**Exercise requirements**
Say how many lines of these entries include the word "building", and answer with the number alone.

**Saved entries**
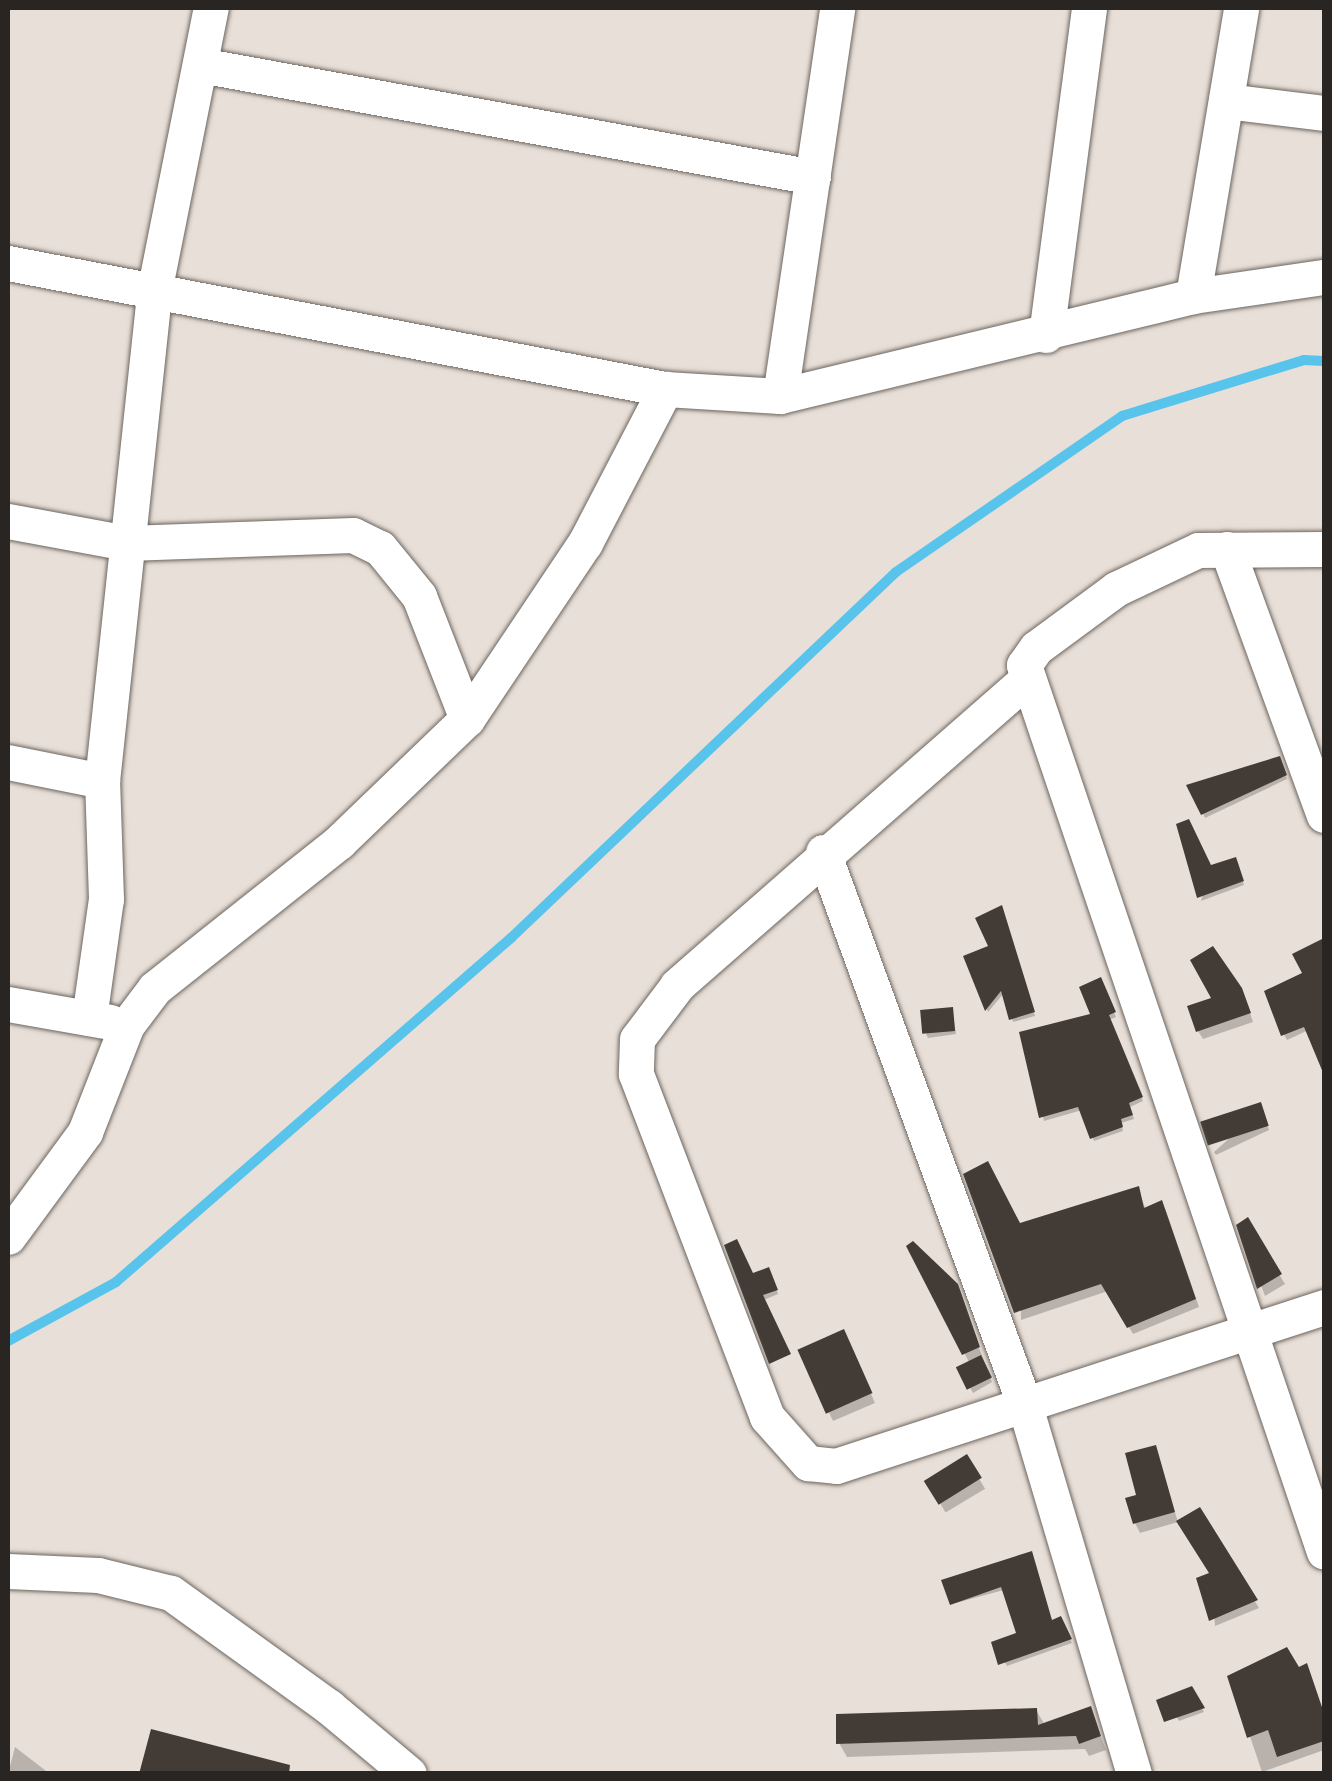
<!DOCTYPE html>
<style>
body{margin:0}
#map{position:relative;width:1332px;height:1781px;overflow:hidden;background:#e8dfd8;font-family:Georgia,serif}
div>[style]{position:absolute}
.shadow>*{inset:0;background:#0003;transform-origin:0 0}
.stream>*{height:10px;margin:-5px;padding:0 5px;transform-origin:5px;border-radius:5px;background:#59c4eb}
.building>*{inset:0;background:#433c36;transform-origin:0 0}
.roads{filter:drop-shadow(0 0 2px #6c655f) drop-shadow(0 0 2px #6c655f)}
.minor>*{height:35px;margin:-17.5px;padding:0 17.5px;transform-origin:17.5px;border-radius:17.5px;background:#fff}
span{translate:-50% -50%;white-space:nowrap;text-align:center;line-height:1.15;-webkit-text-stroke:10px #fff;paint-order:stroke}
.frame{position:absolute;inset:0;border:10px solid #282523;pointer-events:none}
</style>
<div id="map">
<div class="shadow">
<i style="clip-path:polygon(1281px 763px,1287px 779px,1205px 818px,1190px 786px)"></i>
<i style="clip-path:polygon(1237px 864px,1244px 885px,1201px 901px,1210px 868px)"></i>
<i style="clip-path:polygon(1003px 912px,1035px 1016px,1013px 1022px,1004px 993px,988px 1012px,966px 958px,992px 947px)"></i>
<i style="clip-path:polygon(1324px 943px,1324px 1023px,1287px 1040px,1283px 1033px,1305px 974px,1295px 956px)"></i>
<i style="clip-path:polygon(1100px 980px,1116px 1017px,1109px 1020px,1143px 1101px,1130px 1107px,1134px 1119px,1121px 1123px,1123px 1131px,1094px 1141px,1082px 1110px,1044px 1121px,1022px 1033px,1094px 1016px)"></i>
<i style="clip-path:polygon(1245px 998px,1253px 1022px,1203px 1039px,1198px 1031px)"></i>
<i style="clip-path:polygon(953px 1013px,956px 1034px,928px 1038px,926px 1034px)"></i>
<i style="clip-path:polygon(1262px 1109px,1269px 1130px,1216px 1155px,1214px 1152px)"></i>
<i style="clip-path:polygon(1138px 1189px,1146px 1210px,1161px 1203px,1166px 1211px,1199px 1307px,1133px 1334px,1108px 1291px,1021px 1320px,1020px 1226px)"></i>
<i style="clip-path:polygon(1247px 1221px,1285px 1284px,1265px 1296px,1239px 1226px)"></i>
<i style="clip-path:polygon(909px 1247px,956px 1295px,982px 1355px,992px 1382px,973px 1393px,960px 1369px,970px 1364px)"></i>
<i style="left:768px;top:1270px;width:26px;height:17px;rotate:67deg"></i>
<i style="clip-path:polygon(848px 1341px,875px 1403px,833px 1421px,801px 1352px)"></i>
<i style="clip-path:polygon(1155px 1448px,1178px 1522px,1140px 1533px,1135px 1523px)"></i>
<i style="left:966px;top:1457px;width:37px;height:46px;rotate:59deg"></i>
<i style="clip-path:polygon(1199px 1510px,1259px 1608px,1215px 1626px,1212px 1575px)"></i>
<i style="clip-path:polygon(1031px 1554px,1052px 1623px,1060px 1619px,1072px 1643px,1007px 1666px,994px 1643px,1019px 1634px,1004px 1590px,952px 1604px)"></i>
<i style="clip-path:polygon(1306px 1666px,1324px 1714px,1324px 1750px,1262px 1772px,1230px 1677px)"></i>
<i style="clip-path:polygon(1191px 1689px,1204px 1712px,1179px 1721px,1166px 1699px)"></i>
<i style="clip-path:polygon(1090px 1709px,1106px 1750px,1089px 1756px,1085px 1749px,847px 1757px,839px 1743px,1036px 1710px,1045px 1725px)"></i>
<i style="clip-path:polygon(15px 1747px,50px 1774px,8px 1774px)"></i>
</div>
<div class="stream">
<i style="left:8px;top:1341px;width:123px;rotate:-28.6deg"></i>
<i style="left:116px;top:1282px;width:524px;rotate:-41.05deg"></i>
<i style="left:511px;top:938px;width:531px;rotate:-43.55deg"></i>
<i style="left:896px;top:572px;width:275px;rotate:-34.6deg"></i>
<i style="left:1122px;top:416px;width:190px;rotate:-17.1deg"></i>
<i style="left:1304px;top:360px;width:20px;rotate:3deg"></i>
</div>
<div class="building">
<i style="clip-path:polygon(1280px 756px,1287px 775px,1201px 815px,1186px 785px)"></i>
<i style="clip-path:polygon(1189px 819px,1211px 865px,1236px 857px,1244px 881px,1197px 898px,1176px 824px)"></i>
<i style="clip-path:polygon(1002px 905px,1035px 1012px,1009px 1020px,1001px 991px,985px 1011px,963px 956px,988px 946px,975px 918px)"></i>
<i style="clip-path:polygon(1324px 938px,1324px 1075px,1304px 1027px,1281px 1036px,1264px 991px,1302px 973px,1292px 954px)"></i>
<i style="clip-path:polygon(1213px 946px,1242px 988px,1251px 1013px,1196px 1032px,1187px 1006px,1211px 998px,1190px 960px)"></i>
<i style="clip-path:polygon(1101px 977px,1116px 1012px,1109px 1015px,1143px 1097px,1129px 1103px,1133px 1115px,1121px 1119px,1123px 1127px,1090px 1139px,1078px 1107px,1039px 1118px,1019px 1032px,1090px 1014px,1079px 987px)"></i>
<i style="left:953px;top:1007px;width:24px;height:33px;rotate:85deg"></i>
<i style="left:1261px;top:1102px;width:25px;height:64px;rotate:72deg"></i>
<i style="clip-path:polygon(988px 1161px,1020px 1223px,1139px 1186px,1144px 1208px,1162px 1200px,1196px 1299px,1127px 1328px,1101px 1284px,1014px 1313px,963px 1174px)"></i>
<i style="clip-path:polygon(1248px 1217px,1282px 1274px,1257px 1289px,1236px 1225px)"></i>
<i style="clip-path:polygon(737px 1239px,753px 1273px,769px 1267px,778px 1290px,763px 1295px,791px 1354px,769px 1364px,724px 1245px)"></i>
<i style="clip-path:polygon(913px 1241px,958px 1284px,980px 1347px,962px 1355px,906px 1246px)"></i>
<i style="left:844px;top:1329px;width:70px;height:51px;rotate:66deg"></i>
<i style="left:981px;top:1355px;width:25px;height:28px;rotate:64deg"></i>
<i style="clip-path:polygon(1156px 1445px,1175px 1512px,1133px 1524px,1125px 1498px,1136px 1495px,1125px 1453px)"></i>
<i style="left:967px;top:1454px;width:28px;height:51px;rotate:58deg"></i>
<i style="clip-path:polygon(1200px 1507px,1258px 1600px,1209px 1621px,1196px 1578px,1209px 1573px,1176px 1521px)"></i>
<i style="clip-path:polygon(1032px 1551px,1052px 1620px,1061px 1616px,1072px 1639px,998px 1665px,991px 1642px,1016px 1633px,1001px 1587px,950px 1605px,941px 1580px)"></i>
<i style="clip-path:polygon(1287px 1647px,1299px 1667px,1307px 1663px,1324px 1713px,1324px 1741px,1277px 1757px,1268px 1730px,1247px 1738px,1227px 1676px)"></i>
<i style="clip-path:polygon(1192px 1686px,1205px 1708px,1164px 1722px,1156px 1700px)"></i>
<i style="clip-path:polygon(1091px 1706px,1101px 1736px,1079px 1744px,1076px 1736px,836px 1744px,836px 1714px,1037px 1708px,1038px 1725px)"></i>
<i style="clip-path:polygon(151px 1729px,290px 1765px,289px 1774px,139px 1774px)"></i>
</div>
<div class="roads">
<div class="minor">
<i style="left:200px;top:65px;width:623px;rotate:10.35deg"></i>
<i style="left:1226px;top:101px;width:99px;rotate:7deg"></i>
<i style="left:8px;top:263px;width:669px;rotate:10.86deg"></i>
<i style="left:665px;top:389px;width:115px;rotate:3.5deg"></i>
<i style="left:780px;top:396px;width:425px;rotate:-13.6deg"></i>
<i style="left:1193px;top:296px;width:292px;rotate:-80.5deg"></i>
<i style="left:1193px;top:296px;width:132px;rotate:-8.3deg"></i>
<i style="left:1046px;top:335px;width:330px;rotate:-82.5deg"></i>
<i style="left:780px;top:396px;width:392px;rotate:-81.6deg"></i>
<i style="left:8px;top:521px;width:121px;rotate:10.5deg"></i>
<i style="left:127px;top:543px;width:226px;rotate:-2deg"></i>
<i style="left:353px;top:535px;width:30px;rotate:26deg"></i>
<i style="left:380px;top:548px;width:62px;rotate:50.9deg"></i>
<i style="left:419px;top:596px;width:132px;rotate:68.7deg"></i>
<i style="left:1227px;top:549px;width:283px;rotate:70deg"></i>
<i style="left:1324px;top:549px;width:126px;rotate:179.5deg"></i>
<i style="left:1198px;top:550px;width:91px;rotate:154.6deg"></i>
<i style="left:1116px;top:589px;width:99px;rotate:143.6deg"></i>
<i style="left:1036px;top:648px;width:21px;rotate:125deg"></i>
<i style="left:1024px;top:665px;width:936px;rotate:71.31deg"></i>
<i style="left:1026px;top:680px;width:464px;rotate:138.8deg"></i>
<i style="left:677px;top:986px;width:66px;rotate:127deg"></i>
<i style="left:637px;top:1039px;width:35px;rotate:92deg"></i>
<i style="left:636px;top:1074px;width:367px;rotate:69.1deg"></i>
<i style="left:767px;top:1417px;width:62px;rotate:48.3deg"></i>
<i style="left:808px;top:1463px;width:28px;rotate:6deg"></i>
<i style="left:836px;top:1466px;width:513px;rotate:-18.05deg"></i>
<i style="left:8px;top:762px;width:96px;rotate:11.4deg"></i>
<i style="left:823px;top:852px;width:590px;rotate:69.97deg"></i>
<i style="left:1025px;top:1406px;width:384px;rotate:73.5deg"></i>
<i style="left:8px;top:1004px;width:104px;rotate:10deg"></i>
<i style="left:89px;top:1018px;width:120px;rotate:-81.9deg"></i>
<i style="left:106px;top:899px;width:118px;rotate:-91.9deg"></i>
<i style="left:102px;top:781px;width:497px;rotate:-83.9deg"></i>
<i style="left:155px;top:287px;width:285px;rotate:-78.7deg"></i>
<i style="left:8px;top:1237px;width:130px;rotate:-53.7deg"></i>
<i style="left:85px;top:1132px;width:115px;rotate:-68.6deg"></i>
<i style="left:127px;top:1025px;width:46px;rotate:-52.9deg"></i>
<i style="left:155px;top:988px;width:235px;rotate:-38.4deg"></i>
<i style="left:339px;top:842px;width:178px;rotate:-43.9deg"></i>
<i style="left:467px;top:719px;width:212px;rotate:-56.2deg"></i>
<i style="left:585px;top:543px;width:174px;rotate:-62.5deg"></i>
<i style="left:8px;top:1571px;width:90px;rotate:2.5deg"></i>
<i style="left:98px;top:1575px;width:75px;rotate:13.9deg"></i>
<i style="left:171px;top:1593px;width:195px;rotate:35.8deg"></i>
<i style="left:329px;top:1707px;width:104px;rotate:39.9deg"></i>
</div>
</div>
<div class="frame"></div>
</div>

**Answer space**
2